### [YOUR ASSIGNMENT]
Would you please print the data a second time, exactly as it stands?
BEGIN DATA EXTRACT
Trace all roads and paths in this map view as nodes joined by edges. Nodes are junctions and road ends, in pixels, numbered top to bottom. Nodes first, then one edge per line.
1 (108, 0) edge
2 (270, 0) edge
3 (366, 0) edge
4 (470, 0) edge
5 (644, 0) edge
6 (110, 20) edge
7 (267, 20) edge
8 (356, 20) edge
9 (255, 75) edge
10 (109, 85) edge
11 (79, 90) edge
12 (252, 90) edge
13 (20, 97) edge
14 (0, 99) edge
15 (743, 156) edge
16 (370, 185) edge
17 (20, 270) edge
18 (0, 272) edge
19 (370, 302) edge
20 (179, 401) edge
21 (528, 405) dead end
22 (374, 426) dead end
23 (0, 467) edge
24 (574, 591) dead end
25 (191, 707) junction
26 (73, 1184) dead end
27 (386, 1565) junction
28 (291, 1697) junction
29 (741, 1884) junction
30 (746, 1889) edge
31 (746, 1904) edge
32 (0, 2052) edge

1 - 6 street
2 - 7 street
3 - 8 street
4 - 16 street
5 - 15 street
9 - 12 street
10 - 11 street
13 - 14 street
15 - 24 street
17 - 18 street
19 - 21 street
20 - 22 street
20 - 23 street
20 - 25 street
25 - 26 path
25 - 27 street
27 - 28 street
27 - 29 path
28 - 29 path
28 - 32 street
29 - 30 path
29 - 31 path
END DATA EXTRACT
### [RESPONSE BELOW]
Trace all roads and paths in this map view as nodes joined by edges. Nodes are junctions and road ends, in pixels, numbered top to bottom. Nodes first, then one edge per line.
1 (108, 0) edge
2 (270, 0) edge
3 (366, 0) edge
4 (470, 0) edge
5 (644, 0) edge
6 (110, 20) edge
7 (267, 20) edge
8 (356, 20) edge
9 (255, 75) edge
10 (109, 85) edge
11 (79, 90) edge
12 (252, 90) edge
13 (20, 97) edge
14 (0, 99) edge
15 (743, 156) edge
16 (370, 185) edge
17 (20, 270) edge
18 (0, 272) edge
19 (370, 302) edge
20 (179, 401) edge
21 (528, 405) dead end
22 (374, 426) dead end
23 (0, 467) edge
24 (574, 591) dead end
25 (191, 707) junction
26 (73, 1184) dead end
27 (386, 1565) junction
28 (291, 1697) junction
29 (741, 1884) junction
30 (746, 1889) edge
31 (746, 1904) edge
32 (0, 2052) edge

1 - 6 street
2 - 7 street
3 - 8 street
4 - 16 street
5 - 15 street
9 - 12 street
10 - 11 street
13 - 14 street
15 - 24 street
17 - 18 street
19 - 21 street
20 - 22 street
20 - 23 street
20 - 25 street
25 - 26 path
25 - 27 street
27 - 28 street
27 - 29 path
28 - 29 path
28 - 32 street
29 - 30 path
29 - 31 path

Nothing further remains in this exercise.